Reproduce word for word the line that contains "cairo_image_surface_create(CAIRO_FORMAT_RGB24, 1721, 1652);" and each line that follows it, stopping after the final line of the material.
___ INPUT
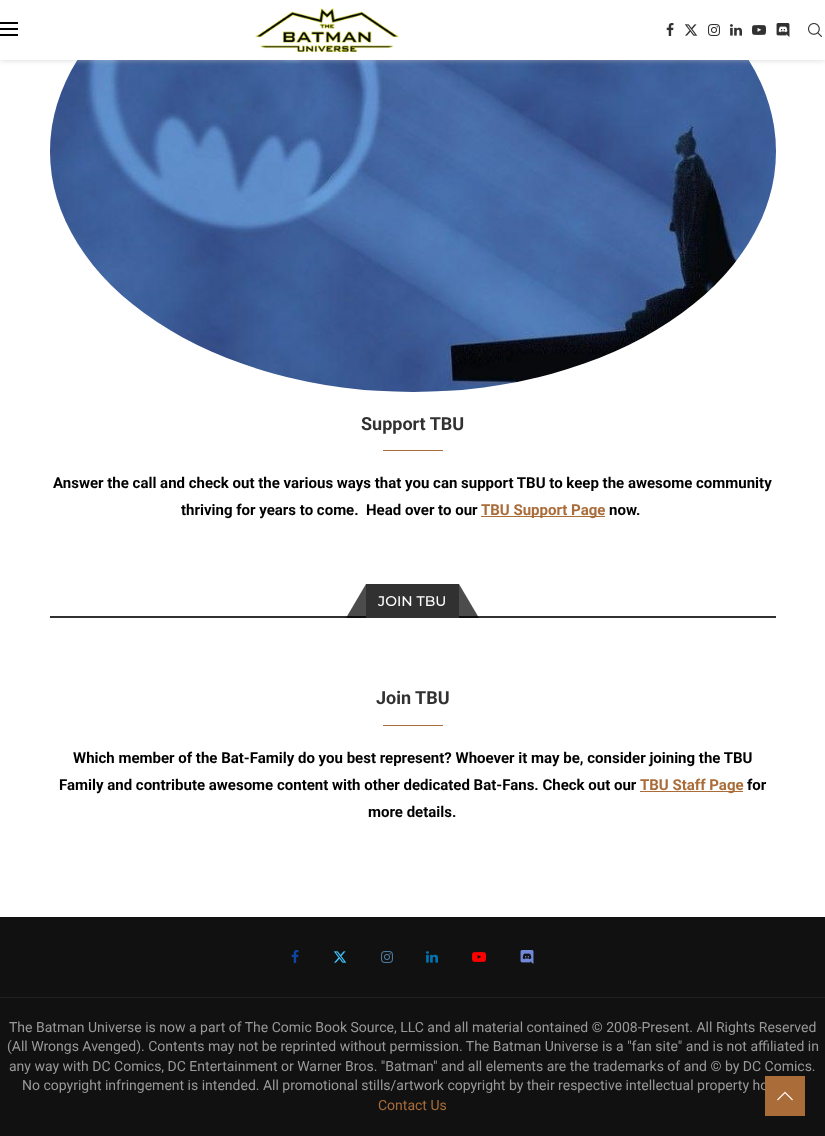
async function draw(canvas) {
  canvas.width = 825;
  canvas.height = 1136;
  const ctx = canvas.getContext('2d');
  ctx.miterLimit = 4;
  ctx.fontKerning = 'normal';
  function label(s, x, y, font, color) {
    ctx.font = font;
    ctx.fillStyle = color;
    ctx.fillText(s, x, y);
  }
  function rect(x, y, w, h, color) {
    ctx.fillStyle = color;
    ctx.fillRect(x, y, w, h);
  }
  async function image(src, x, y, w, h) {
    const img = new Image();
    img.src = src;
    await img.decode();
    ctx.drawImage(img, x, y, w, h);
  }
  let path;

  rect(0, 0, 825, 1136, '#fff');
  await image('assets/img9.png', 50, 60, 726, 332);
  ctx.fillStyle = '#bebebe75';
  ctx.filter = 'blur(2.5px)';
  ctx.beginPath();
  ctx.rect(0, 1, 825, 60);
  ctx.fill();
  ctx.filter = 'none';
  rect(0, 0, 825, 60, '#fff');
  rect(0, 22, 18, 2, '#000');
  rect(0, 28, 18, 2, '#000');
  rect(0, 34, 18, 2, '#000');
  await image('assets/img1.png', 255, 7, 144, 45);
  await image('assets/img2.png', 666, 23, 8, 13);
  await image('assets/img3.png', 684, 24, 14, 12);
  await image('assets/img4.png', 708, 24, 12, 12);
  await image('assets/img5.png', 730, 24, 12, 12);
  await image('assets/img6.png', 752, 25, 14, 10);
  await image('assets/img7.png', 776, 23, 14, 14);
  await image('assets/img8.png', 808, 23, 14, 14);
  label('Support TBU', 361, 430, 'bold 18px Roboto', '#313131');
  rect(383, 450, 60, 1, '#aa6c39');
  label('Answer the call and check out the various ways that you can support TBU to keep the awesome community', 53, 488, 'bold 15px Roboto', '#000');
  label('thriving for years to come.  Head over to our', 181, 515, 'bold 15px Roboto', '#000');
  rect(481, 516, 124, 1, '#aa6c39');
  label('TBU Support Page', 481, 515, 'bold 15px Roboto', '#aa6c39');
  label('now.', 609, 515, 'bold 15px Roboto', '#000');
  rect(50, 616, 726, 2, '#313131');
  rect(366, 584, 93, 32, '#313131');
  ctx.fillStyle = '#000000b3';
  path = new Path2D('M366 618H346L366 584Z');
  ctx.fill(path);
  label('JOIN TBU', 378, 606, '500 14px Montserrat', '#fff');
  ctx.fillStyle = '#000000b3';
  path = new Path2D('M479 618H459V584Z');
  ctx.fill(path);
  label('Join TBU', 376, 704, 'bold 18px Roboto', '#313131');
  rect(383, 725, 60, 1, '#aa6c39');
  label('Which member of the Bat-Family do you best represent? Whoever it may be, consider joining the TBU', 73, 763, 'bold 15px Roboto', '#000');
  label('Family and contribute awesome content with other dedicated Bat-Fans. Check out our', 59, 790, 'bold 15px Roboto', '#000');
  rect(640, 791, 103, 1, '#aa6c39');
  label('TBU Staff Page', 640, 790, 'bold 15px Roboto', '#aa6c39');
  label('for', 747, 790, 'bold 15px Roboto', '#000');
  label('more details.', 368, 817, 'bold 15px Roboto', '#000');
  rect(0, 917, 825, 219, '#111');
  rect(0, 997, 825, 1, '#212121');
  await image('assets/img10.png', 291, 950, 8, 13);
  await image('assets/img11.png', 333, 951, 14, 12);
  await image('assets/img12.png', 381, 951, 12, 12);
  await image('assets/img13.png', 426, 951, 12, 12);
  await image('assets/img14.png', 472, 952, 14, 10);
  await image('assets/img15.png', 520, 950, 14, 14);
  label('The Batman Universe is now a part of The Comic Book Source, LLC and all material contained © 2008-Present. All Rights Reserved', 9, 1032, '14px Roboto', '#999');
  label('(All Wrongs Avenged). Contents may not be reprinted without permission. The Batman Universe is a "fan site" and is not affiliated in', 7, 1051, '14px Roboto', '#999');
  label('any way with DC Comics, DC Entertainment or Warner Bros. "Batman" and all elements are the trademarks of and © by DC Comics.', 9, 1071, '14px Roboto', '#999');
  label('No copyright infringement is intended. All promotional stills/artwork copyright by their respective intellectual property ho', 22, 1090, '14px Roboto', '#999');
  label('Contact Us', 378, 1110, '14px Roboto', '#aa6c39');
  rect(765, 1076, 40, 40, '#aa6c39');
  await image('assets/img16.png', 777, 1091, 16, 10);
}

draw(document.querySelector('canvas'));
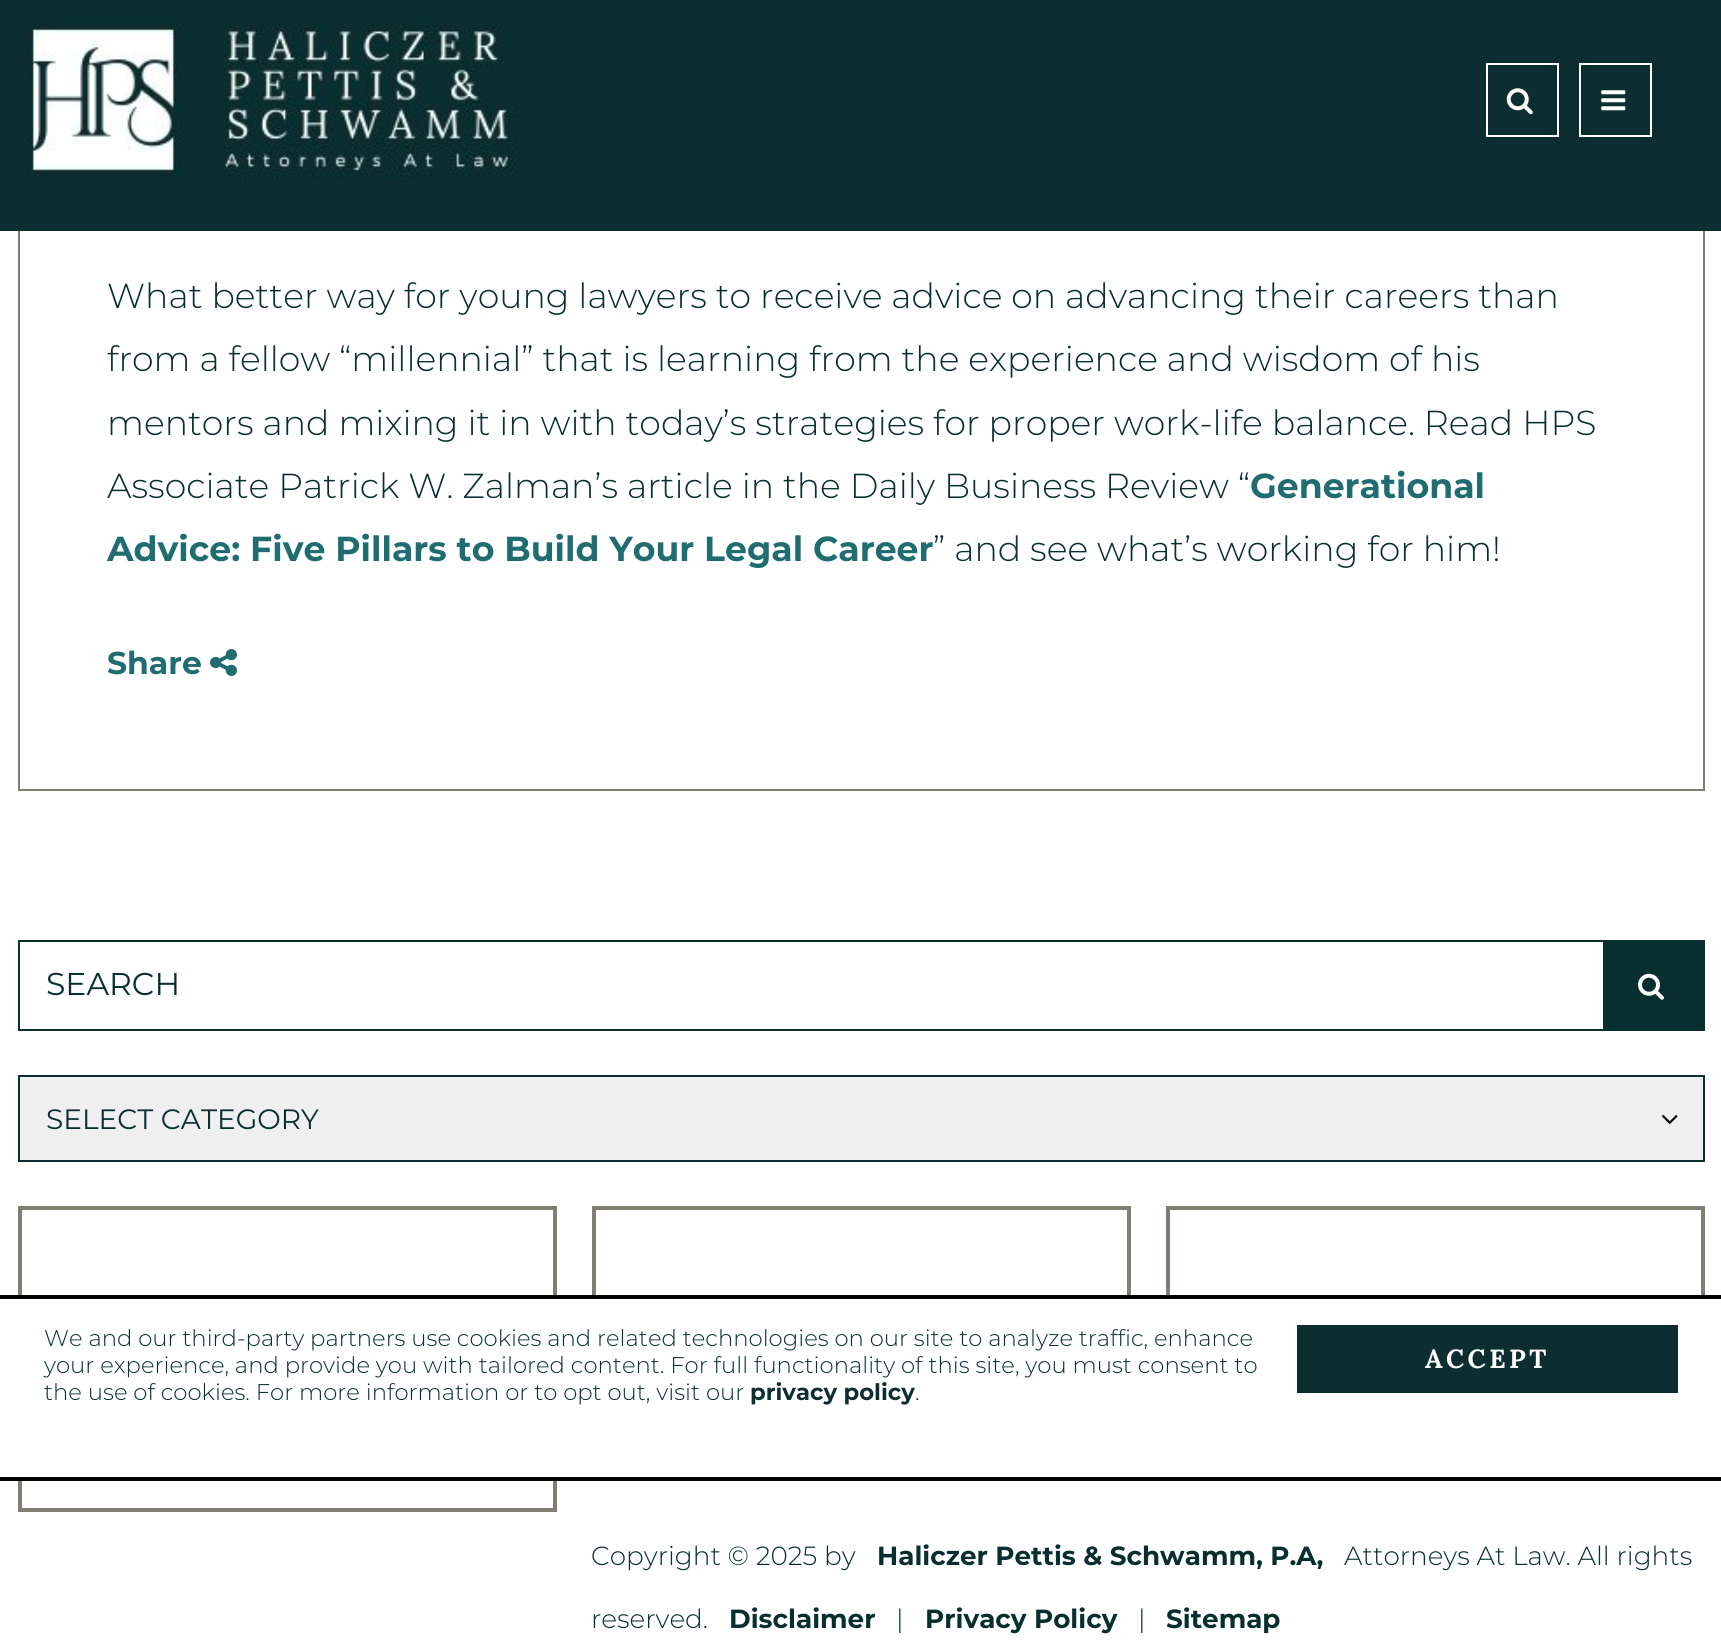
#include <cairo/cairo.h>
#include <math.h>
#include <stddef.h>

static cairo_t *cr;

static void use_color(int r, int g, int b) {
  cairo_set_source_rgb(cr, r / 255.0, g / 255.0, b / 255.0);
}

static void text(double x, double y, const char *s, const char *family, double size, int italic, int bold, int r, int g, int b) {
  cairo_select_font_face(cr, family, italic ? CAIRO_FONT_SLANT_ITALIC : CAIRO_FONT_SLANT_NORMAL,
    bold ? CAIRO_FONT_WEIGHT_BOLD : CAIRO_FONT_WEIGHT_NORMAL);
  cairo_set_font_size(cr, size);
  use_color(r, g, b);
  cairo_move_to(cr, x, y);
  cairo_show_text(cr, s);
}

static void spaced_text(double x, double y, const char *s, double letter, double word) {
  cairo_move_to(cr, x, y);
  while (*s) {
    char ch[5] = {0};
    int n = 0;
    do ch[n++] = *s++; while ((*s & 0xC0) == 0x80);
    cairo_show_text(cr, ch);
    cairo_rel_move_to(cr, letter + word * (*ch == ' '), 0);
  }
}

static void box(double x, double y, double w, double h, int r, int g, int b) {
  use_color(r, g, b);
  cairo_rectangle(cr, x, y, w, h);
  cairo_fill(cr);
}

static void picture(const char *path, double x, double y, double w, double h) {
  cairo_surface_t *image = cairo_image_surface_create_from_png(path);
  cairo_save(cr);
  cairo_set_source_surface(cr, image, x, y);
  cairo_rectangle(cr, x, y, w, h);
  cairo_fill(cr);
  cairo_restore(cr);
  cairo_surface_destroy(image);
}

static void draw(void) {
  use_color(255, 255, 255);
  cairo_paint(cr);
  cairo_rectangle(cr, 19, -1, 1685, 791);
  use_color(128, 126, 114);
  cairo_stroke(cr);
  box(0, 0, 1721, 231, 13, 46, 48);
  picture("img_01.png", 27, 11, 492, 168);
  cairo_rectangle(cr, 1487, 64, 71, 72);
  use_color(255, 255, 255);
  cairo_stroke(cr);
  picture("img_02.png", 1506, 88, 27, 27);
  cairo_rectangle(cr, 1580, 64, 71, 72);
  cairo_stroke(cr);
  picture("img_03.png", 1601, 90, 25, 21);
  picture("img_04.png", 210, 649, 27, 27);
  cairo_rectangle(cr, 19, 941, 1685, 89);
  use_color(10, 47, 48);
  cairo_stroke(cr);
  box(1603, 942, 100, 87, 7, 47, 48);
  picture("img_05.png", 1638, 973, 26, 27);
  use_color(239, 239, 239);
  cairo_rectangle(cr, 19, 1076, 1685, 85);
  cairo_fill_preserve(cr);
  use_color(10, 47, 48);
  cairo_stroke(cr);
  picture("img_06.png", 1662, 1115, 16, 9);
  cairo_rectangle(cr, 20, 1208, 535, 302);
  use_color(128, 126, 114);
  cairo_set_line_width(cr, 4);
  cairo_stroke(cr);
  cairo_rectangle(cr, 594, 1208, 535, 244);
  cairo_stroke(cr);
  cairo_rectangle(cr, 1168, 1208, 535, 243);
  cairo_stroke(cr);
  box(18, 1299, 1687, 178, 255, 255, 255);
  box(0, 1295, 1721, 4, 0, 0, 0);
  box(0, 1477, 1721, 4, 0, 0, 0);
  box(1297, 1325, 381, 68, 13, 46, 48);
  text(107, 308, "What better way for young lawyers to receive advice on advancing their careers than", "Montserrat Light", 34.7, 0, 0, 7, 47, 48);
  text(107, 371, "from a fellow “millennial” that is learning from the experience and wisdom of his", "Montserrat Light", 34.7, 0, 0, 7, 47, 48);
  text(107, 435, "mentors and mixing it in with today’s strategies for proper work-life balance. Read HPS", "Montserrat Light", 34.7, 0, 0, 7, 47, 48);
  text(107, 498, "Associate Patrick W. Zalman’s article in the Daily Business Review “", "Montserrat Light", 34.7, 0, 0, 7, 47, 48);
  text(1250, 498, "Generational", "Montserrat", 34.7, 0, 1, 31, 109, 113);
  text(107, 561, "Advice: Five Pillars to Build Your Legal Career", "Montserrat", 34.7, 0, 1, 31, 109, 113);
  text(933, 561, "” and see what’s working for him!", "Montserrat Light", 34.7, 0, 0, 7, 47, 48);
  text(107, 674, "Share", "Montserrat", 31.5, 0, 1, 31, 109, 113);
  text(46, 995, "SEARCH", "Montserrat", 31.5, 0, 0, 7, 47, 48);
  text(46, 1129, "SELECT CATEGORY", "Montserrat", 28, 0, 0, 7, 47, 48);
  text(44, 1346, "We and our third-party partners use cookies and related technologies on our site to analyze traffic, enhance", "Montserrat Light", 22.75, 0, 0, 7, 47, 48);
  text(44, 1373, "your experience, and provide you with tailored content. For full functionality of this site, you must consent to", "Montserrat Light", 22.75, 0, 0, 7, 47, 48);
  text(44, 1400, "the use of cookies. For more information or to opt out, visit our", "Montserrat Light", 22.75, 0, 0, 7, 47, 48);
  text(750, 1400, "privacy policy", "Montserrat", 22.75, 0, 1, 13, 46, 48);
  text(915, 1400, ".", "Montserrat Light", 22.75, 0, 0, 7, 47, 48);
  cairo_select_font_face(cr, "Lora", CAIRO_FONT_SLANT_NORMAL, CAIRO_FONT_WEIGHT_BOLD);
  cairo_set_font_size(cr, 26.25);
  use_color(255, 255, 255);
  spaced_text(1425, 1368, "ACCEPT", 3.5, 0);
  text(591, 1565, "Copyright © 2025 by", "Montserrat Light", 26.25, 0, 0, 7, 47, 48);
  text(877, 1565, "Haliczer Pettis & Schwamm, P.A,", "Montserrat", 26.25, 0, 1, 7, 47, 48);
  text(1344, 1565, "Attorneys At Law. All rights", "Montserrat Light", 26.25, 0, 0, 7, 47, 48);
  text(591, 1628, "reserved.", "Montserrat Light", 26.25, 0, 0, 7, 47, 48);
  text(729, 1628, "Disclaimer", "Montserrat", 26.25, 0, 1, 7, 47, 48);
  text(896, 1628, "|", "Montserrat Light", 26.25, 0, 0, 7, 47, 48);
  text(925, 1628, "Privacy Policy", "Montserrat", 26.25, 0, 1, 7, 47, 48);
  text(1138, 1628, "|", "Montserrat Light", 26.25, 0, 0, 7, 47, 48);
  text(1166, 1628, "Sitemap", "Montserrat", 26.25, 0, 1, 7, 47, 48);
}

int main(void) {
  cairo_surface_t *surface = cairo_image_surface_create(CAIRO_FORMAT_RGB24, 1721, 1652);
  cr = cairo_create(surface);
  cairo_font_options_t *options = cairo_font_options_create();
  cairo_font_options_set_hint_metrics(options, CAIRO_HINT_METRICS_OFF);
  cairo_font_options_set_hint_style(options, CAIRO_HINT_STYLE_NONE);
  cairo_set_font_options(cr, options);
  cairo_set_miter_limit(cr, 4);
  draw();
  cairo_surface_write_to_png(surface, "out.png");
  cairo_font_options_destroy(options);
  cairo_destroy(cr);
  cairo_surface_destroy(surface);
  return 0;
}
______
ANSWER SPACE:
  cairo_surface_t *surface = cairo_image_surface_create(CAIRO_FORMAT_RGB24, 1721, 1652);
  cr = cairo_create(surface);
  cairo_font_options_t *options = cairo_font_options_create();
  cairo_font_options_set_hint_metrics(options, CAIRO_HINT_METRICS_OFF);
  cairo_font_options_set_hint_style(options, CAIRO_HINT_STYLE_NONE);
  cairo_set_font_options(cr, options);
  cairo_set_miter_limit(cr, 4);
  draw();
  cairo_surface_write_to_png(surface, "out.png");
  cairo_font_options_destroy(options);
  cairo_destroy(cr);
  cairo_surface_destroy(surface);
  return 0;
}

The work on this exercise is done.